_Work to be completed_. Which lines of the records below contain the string "شهید"? Report each of them.

_Provided data_.
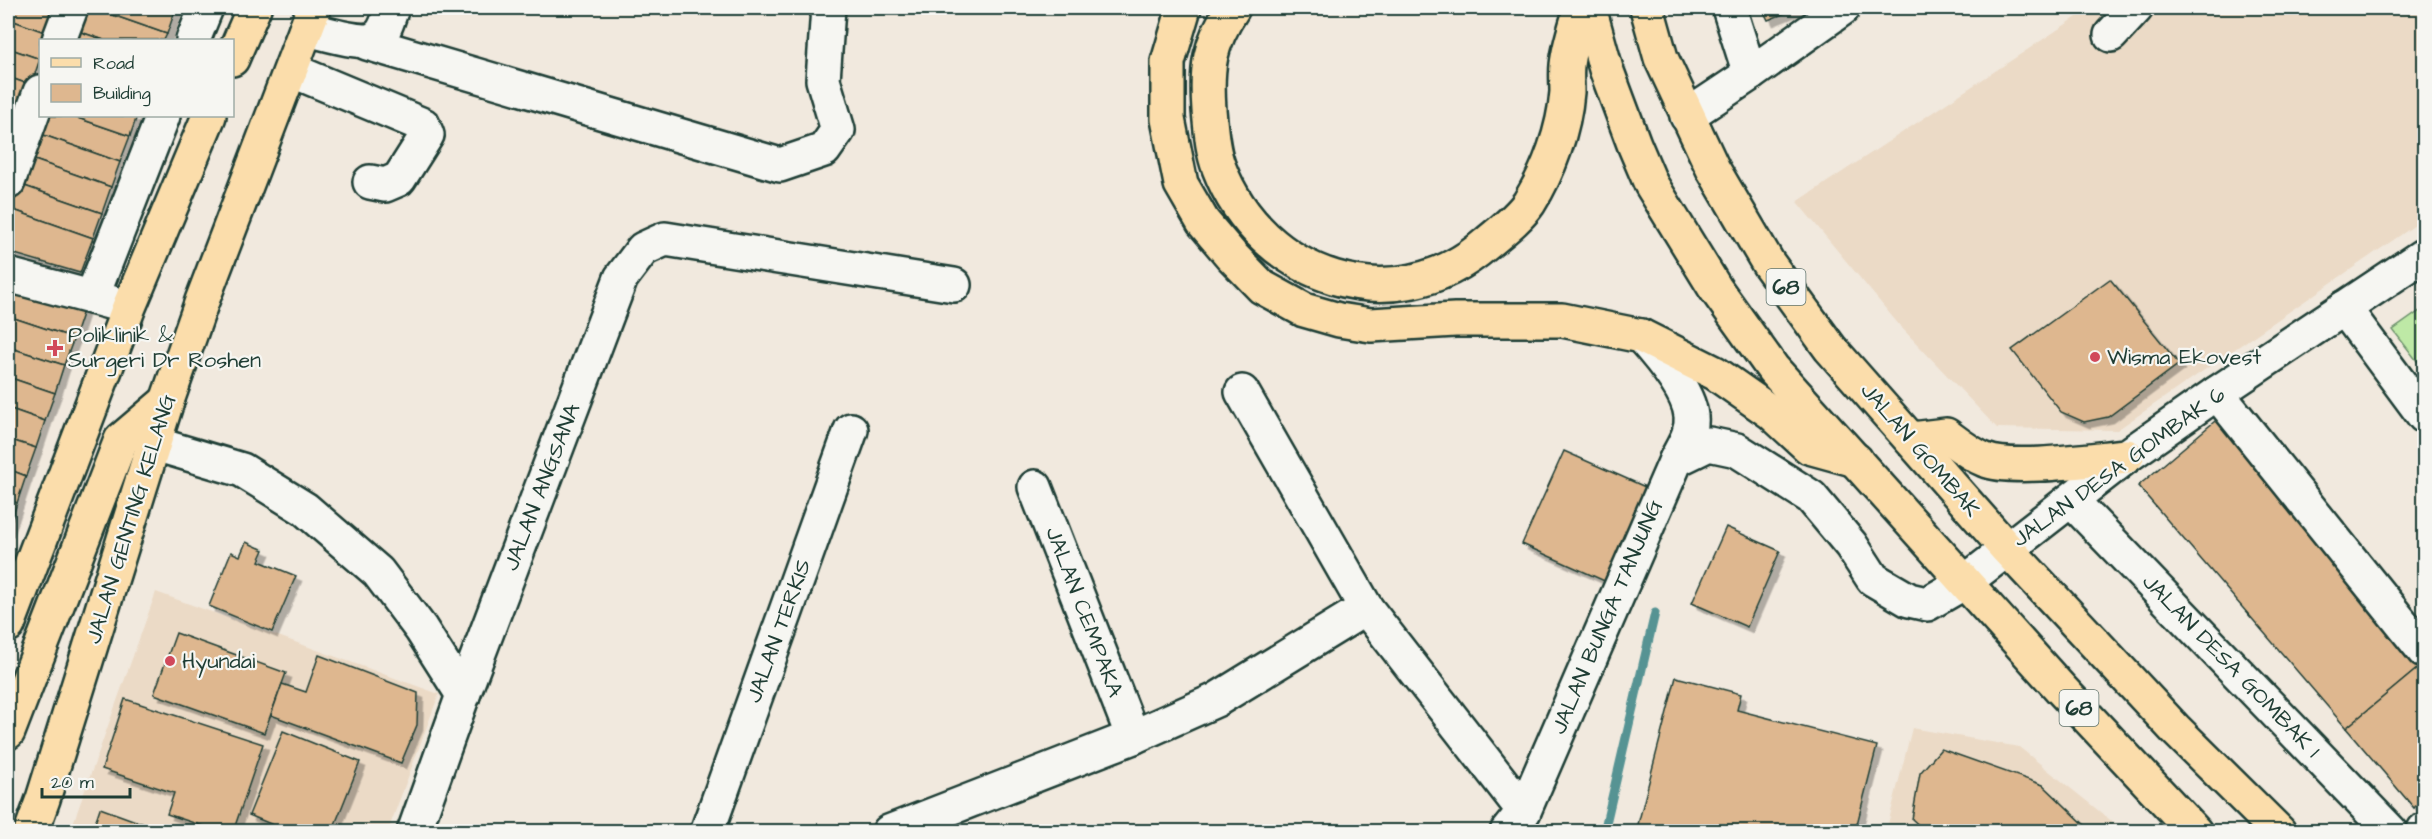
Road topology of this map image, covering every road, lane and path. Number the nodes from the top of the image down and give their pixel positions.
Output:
1 (71, 8) edge
2 (206, 8) edge
3 (254, 8) edge
4 (392, 8) edge
5 (828, 8) edge
6 (1184, 8) edge
7 (1233, 8) edge
8 (1581, 8) edge
9 (1589, 8) edge
10 (1647, 8) edge
11 (1729, 8) edge
12 (1843, 8) edge
13 (2136, 8) edge
14 (310, 18) edge
15 (2111, 35) dead end
16 (59, 39) edge
17 (193, 39) edge
18 (367, 42) junction
19 (234, 54) edge
20 (291, 70) junction
21 (1750, 74) junction
22 (39, 95) edge
23 (1687, 116) junction
24 (164, 117) edge
25 (209, 117) edge
26 (8, 182) edge
27 (370, 182) dead end
28 (2424, 255) edge
29 (8, 276) edge
30 (954, 285) dead end
31 (92, 297) junction
32 (129, 307) junction
33 (2344, 308) junction
34 (1641, 336) junction
35 (1242, 392) dead end
36 (2217, 393) junction
37 (167, 401) junction
38 (2424, 416) edge
39 (851, 430) dead end
40 (1912, 439) junction
41 (155, 444) junction
42 (2127, 456) junction
43 (1676, 460) junction
44 (1856, 460) junction
45 (1035, 487) dead end
46 (2071, 500) junction
47 (2007, 549) junction
48 (1965, 582) junction
49 (1365, 608) junction
50 (8, 625) edge
51 (2424, 651) edge
52 (463, 695) junction
53 (8, 732) edge
54 (1133, 737) junction
55 (1515, 821) edge
56 (31, 831) edge
57 (414, 831) edge
58 (707, 831) edge
59 (889, 831) edge
60 (2195, 831) edge
61 (2278, 831) edge
62 (2391, 831) edge

1 - 16 street
2 - 17 street
3 - 19 main road
4 - 18 street
5 - 18 street
6 - 34 main road
7 - 8 main road
9 - 44 main road, 68
10 - 23 main road, JALAN GOMBAK / 68
11 - 21 street
12 - 21 street
13 - 15 street
14 - 18 street
14 - 20 main road, JALAN GENTING KELANG
20 - 27 street
20 - 37 main road, JALAN GENTING KELANG
21 - 23 street
22 - 26 street
23 - 40 main road, JALAN GOMBAK / 68
24 - 31 street
25 - 32 main road
28 - 33 street, JALAN DESA GOMBAK 6
29 - 31 street
30 - 52 street, JALAN ANGSANA
31 - 32 street
32 - 50 main road
33 - 36 street, JALAN DESA GOMBAK 6
33 - 38 street
34 - 43 street, JALAN BUNGA TANJUNG
34 - 44 main road
35 - 49 street
36 - 42 street, JALAN DESA GOMBAK 6
36 - 51 street
37 - 41 main road, JALAN GENTING KELANG
37 - 53 main road
39 - 58 street, JALAN TERKIS
40 - 42 main road
40 - 47 main road, JALAN GOMBAK / 68
41 - 52 street
41 - 56 main road, JALAN GENTING KELANG
42 - 46 street, JALAN DESA GOMBAK 6
43 - 48 street, JALAN DESA GOMBAK 6
43 - 55 street, JALAN BUNGA TANJUNG
44 - 48 main road, 68
45 - 54 street, JALAN CEMPAKA
46 - 47 street, JALAN DESA GOMBAK 6
46 - 62 street, JALAN DESA GOMBAK 1
47 - 48 street, JALAN DESA GOMBAK 6
47 - 61 main road, JALAN GOMBAK / 68
48 - 60 main road, 68
49 - 54 street
49 - 55 street
52 - 57 street, JALAN ANGSANA
54 - 59 street

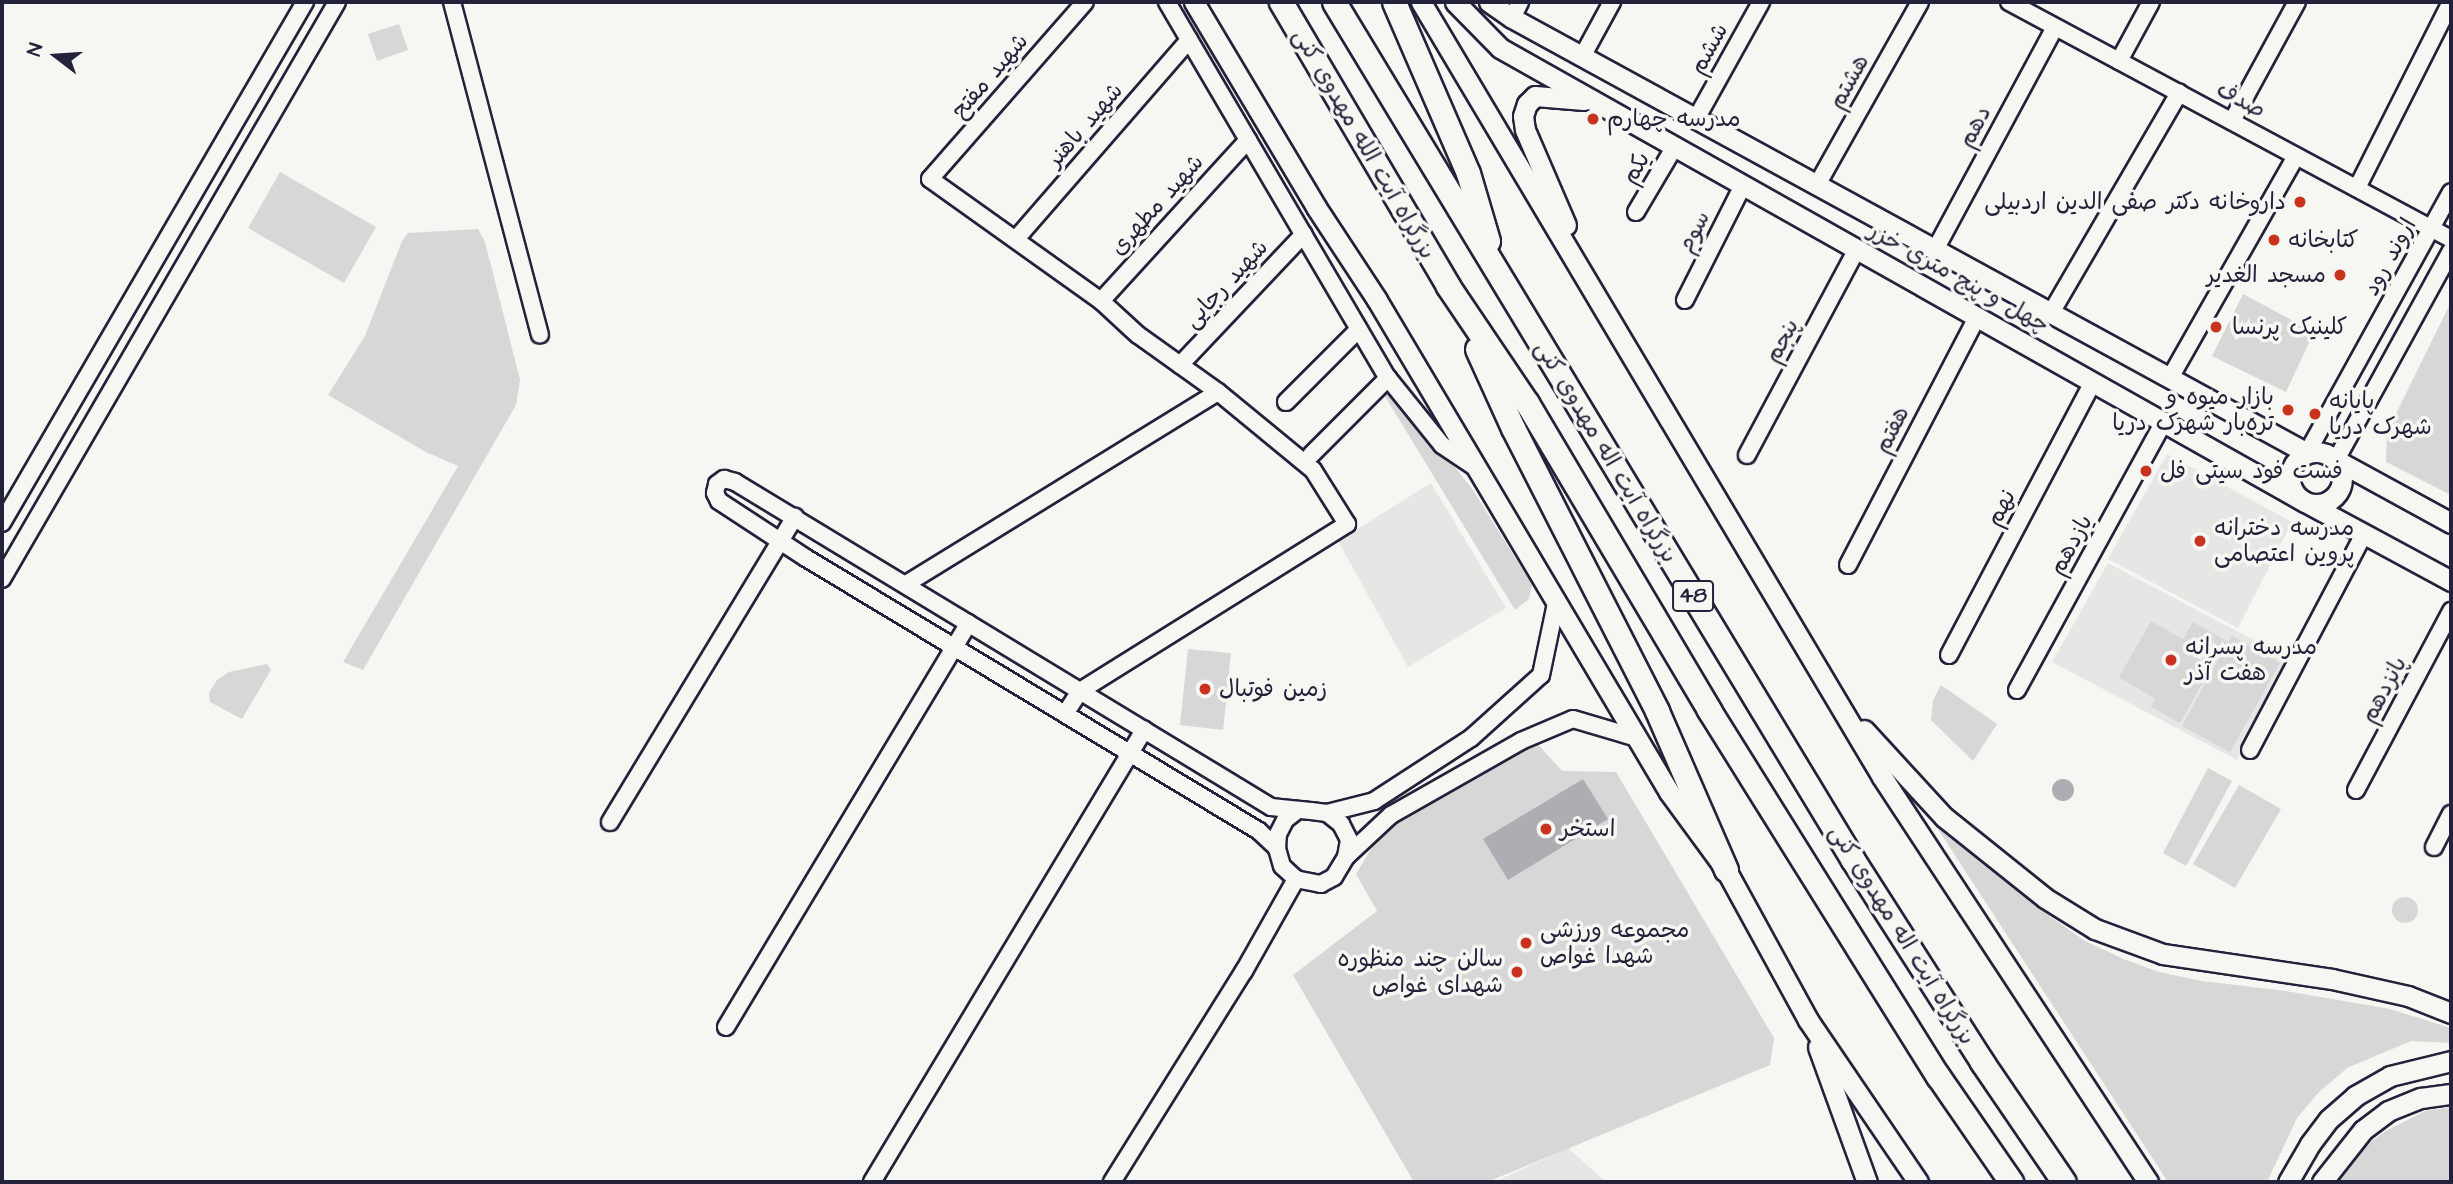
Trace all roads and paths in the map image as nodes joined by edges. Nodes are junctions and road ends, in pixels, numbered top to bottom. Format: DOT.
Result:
graph roads {
  1 [pos="305,2"];
  2 [pos="337,2"];
  3 [pos="452,2"];
  4 [pos="1085,2"];
  5 [pos="1167,2"];
  6 [pos="1194,2"];
  7 [pos="1281,2"];
  8 [pos="1334,2"];
  9 [pos="1394,2"];
  10 [pos="1421,2"];
  11 [pos="1455,2"];
  12 [pos="1489,2"];
  13 [pos="1612,2"];
  14 [pos="1761,2"];
  15 [pos="1920,2"];
  16 [pos="2009,2"];
  17 [pos="2151,2"];
  18 [pos="2297,2"];
  19 [pos="2451,2"];
  20 [pos="1516,10"];
  21 [pos="2055,27"];
  22 [pos="1189,40"];
  23 [pos="1582,57"];
  24 [pos="2119,61"];
  25 [pos="2179,93"];
  26 [pos="1597,103"];
  27 [pos="1696,119"];
  28 [pos="2232,121"];
  29 [pos="1248,140"];
  30 [pos="1675,146"];
  31 [pos="2296,156"];
  32 [pos="1743,185"];
  33 [pos="1817,185"];
  34 [pos="2357,188"];
  35 [pos="2451,192"];
  36 [pos="1636,212"];
  37 [pos="2431,228"];
  38 [pos="1304,234"];
  39 [pos="1016,239"];
  40 [pos="2451,239"];
  41 [pos="1857,249"];
  42 [pos="1935,250"];
  43 [pos="2451,251"];
  44 [pos="1497,271"];
  45 [pos="1448,286"];
  46 [pos="1685,300"];
  47 [pos="1101,301"];
  48 [pos="1601,306"];
  49 [pos="2050,313"];
  50 [pos="1976,317"];
  51 [pos="1359,329"];
  52 [pos="540,335"];
  53 [pos="1181,365"];
  54 [pos="1388,378"];
  55 [pos="2170,378"];
  56 [pos="2093,382"];
  57 [pos="1219,392"];
  58 [pos="1286,402"];
  59 [pos="2164,422"];
  60 [pos="2307,453"];
  61 [pos="1311,455"];
  62 [pos="1747,455"];
  63 [pos="2336,460"];
  64 [pos="1475,467"];
  65 [pos="2305,502"];
  66 [pos="795,517"];
  67 [pos="2,523"];
  68 [pos="2451,523"];
  69 [pos="2364,534"];
  70 [pos="780,541"];
  71 [pos="1848,565"];
  72 [pos="2,579"];
  73 [pos="2451,580"];
  74 [pos="906,584"];
  75 [pos="1556,603"];
  76 [pos="2451,611"];
  77 [pos="969,623"];
  78 [pos="956,648"];
  79 [pos="1949,655"];
  80 [pos="2017,690"];
  81 [pos="1080,691"];
  82 [pos="1842,706"];
  83 [pos="1065,714"];
  84 [pos="1144,730"];
  85 [pos="1637,738"];
  86 [pos="2250,750"];
  87 [pos="1130,753"];
  88 [pos="2356,790"];
  89 [pos="1298,810"];
  90 [pos="1327,813"];
  91 [pos="2451,814"];
  92 [pos="610,822"];
  93 [pos="2434,847"];
  94 [pos="1277,848"];
  95 [pos="1346,858"];
  96 [pos="1726,870"];
  97 [pos="1296,879"];
  98 [pos="2451,1013"];
  99 [pos="1808,1020"];
  100 [pos="726,1027"];
  101 [pos="2451,1061"];
  102 [pos="2451,1094"];
  103 [pos="872,1182"];
  104 [pos="1112,1182"];
  105 [pos="1867,1182"];
  106 [pos="1918,1182"];
  107 [pos="2011,1182"];
  108 [pos="2064,1182"];
  109 [pos="2148,1182"];
  110 [pos="2288,1182"];
  111 [pos="2322,1182"];
  1 -- 67 [label="street"];
  2 -- 72 [label="street"];
  3 -- 52 [label="street"];
  4 -- 39 [label="street, شهید مفتح"];
  5 -- 22 [label="street"];
  6 -- 64 [label="main road"];
  7 -- 45 [label="highway, بزرگراه آیت الله مهدوی کنی / 48"];
  8 -- 44 [label="highway, بزرگراه آیت اله مهدوی کنی / 48"];
  9 -- 44 [label="highway"];
  10 -- 48 [label="main road"];
  11 -- 26 [label="main road, چهل و پنج متری خزر"];
  12 -- 20 [label="main road, چهل و پنج متری خزر"];
  13 -- 23 [label="street"];
  14 -- 27 [label="street, ششم"];
  15 -- 33 [label="street, هشتم"];
  16 -- 21 [label="street, صدف"];
  17 -- 24 [label="street"];
  18 -- 28 [label="street"];
  19 -- 34 [label="street"];
  20 -- 23 [label="main road, چهل و پنج متری خزر"];
  21 -- 24 [label="street, صدف"];
  21 -- 42 [label="street, دهم"];
  22 -- 29 [label="street"];
  22 -- 39 [label="street, شهید باهنر"];
  23 -- 27 [label="main road, چهل و پنج متری خزر"];
  24 -- 25 [label="street, صدف"];
  25 -- 28 [label="street, صدف"];
  25 -- 49 [label="street"];
  26 -- 30 [label="main road, چهل و پنج متری خزر"];
  26 -- 48 [label="main road"];
  27 -- 33 [label="main road, چهل و پنج متری خزر"];
  28 -- 31 [label="street, صدف"];
  29 -- 38 [label="street"];
  29 -- 47 [label="street, شهید مطهری"];
  30 -- 32 [label="main road, چهل و پنج متری خزر"];
  30 -- 36 [label="street, یکم"];
  31 -- 34 [label="street, صدف"];
  31 -- 55 [label="street"];
  32 -- 41 [label="main road, چهل و پنج متری خزر"];
  32 -- 46 [label="street, سوم"];
  33 -- 42 [label="main road, چهل و پنج متری خزر"];
  34 -- 37 [label="street, صدف"];
  35 -- 37 [label="street, اروند رود"];
  37 -- 40 [label="street, صدف"];
  37 -- 60 [label="street, اروند رود"];
  38 -- 51 [label="street"];
  38 -- 53 [label="street, شهید رجایی"];
  39 -- 47 [label="street"];
  41 -- 50 [label="main road, چهل و پنج متری خزر"];
  41 -- 62 [label="street, پنجم"];
  42 -- 49 [label="main road, چهل و پنج متری خزر"];
  43 -- 63 [label="street"];
  44 -- 108 [label="highway, بزرگراه آیت اله مهدوی کنی / 48"];
  45 -- 96 [label="highway"];
  45 -- 107 [label="highway, بزرگراه آیت اله مهدوی کنی / 48"];
  47 -- 57 [label="street"];
  48 -- 82 [label="main road"];
  49 -- 55 [label="main road, چهل و پنج متری خزر"];
  50 -- 56 [label="main road, چهل و پنج متری خزر"];
  50 -- 71 [label="street, هفتم"];
  51 -- 54 [label="street"];
  51 -- 58 [label="street"];
  54 -- 61 [label="street"];
  54 -- 64 [label="street"];
  55 -- 60 [label="main road, چهل و پنج متری خزر"];
  56 -- 59 [label="main road, چهل و پنج متری خزر"];
  56 -- 79 [label="street, نهم"];
  57 -- 74 [label="street"];
  57 -- 81 [label="street"];
  59 -- 65 [label="main road, چهل و پنج متری خزر"];
  59 -- 80 [label="street, یازدهم"];
  60 -- 63 [label="main road"];
  60 -- 65 [label="main road"];
  63 -- 65 [label="main road"];
  63 -- 68 [label="main road"];
  64 -- 75 [label="main road"];
  65 -- 69 [label="main road, چهل و پنج متری خزر"];
  66 -- 70 [label="street"];
  66 -- 70 [label="street"];
  66 -- 74 [label="street"];
  69 -- 73 [label="main road, چهل و پنج متری خزر"];
  69 -- 86 [label="street"];
  70 -- 78 [label="street"];
  70 -- 92 [label="street"];
  74 -- 77 [label="street"];
  75 -- 85 [label="main road"];
  75 -- 90 [label="street"];
  76 -- 88 [label="street, پانزدهم"];
  77 -- 78 [label="street"];
  77 -- 81 [label="street"];
  78 -- 83 [label="street"];
  78 -- 100 [label="street"];
  81 -- 83 [label="street"];
  81 -- 84 [label="street"];
  82 -- 98 [label="main road"];
  82 -- 109 [label="main road"];
  83 -- 87 [label="street"];
  84 -- 87 [label="street"];
  84 -- 89 [label="street"];
  85 -- 95 [label="street"];
  85 -- 96 [label="main road"];
  87 -- 94 [label="street"];
  87 -- 103 [label="street"];
  89 -- 90 [label="street"];
  89 -- 94 [label="street"];
  90 -- 95 [label="street"];
  91 -- 93 [label="street"];
  94 -- 97 [label="street"];
  95 -- 97 [label="street"];
  96 -- 99 [label="main road"];
  97 -- 104 [label="street"];
  99 -- 105 [label="main road"];
  99 -- 106 [label="main road"];
  101 -- 110 [label="main road"];
  102 -- 111 [label="main road"];
}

_Solution for this problem_.
  4 -- 39 [label="street, شهید مفتح"];
  22 -- 39 [label="street, شهید باهنر"];
  29 -- 47 [label="street, شهید مطهری"];
  38 -- 53 [label="street, شهید رجایی"];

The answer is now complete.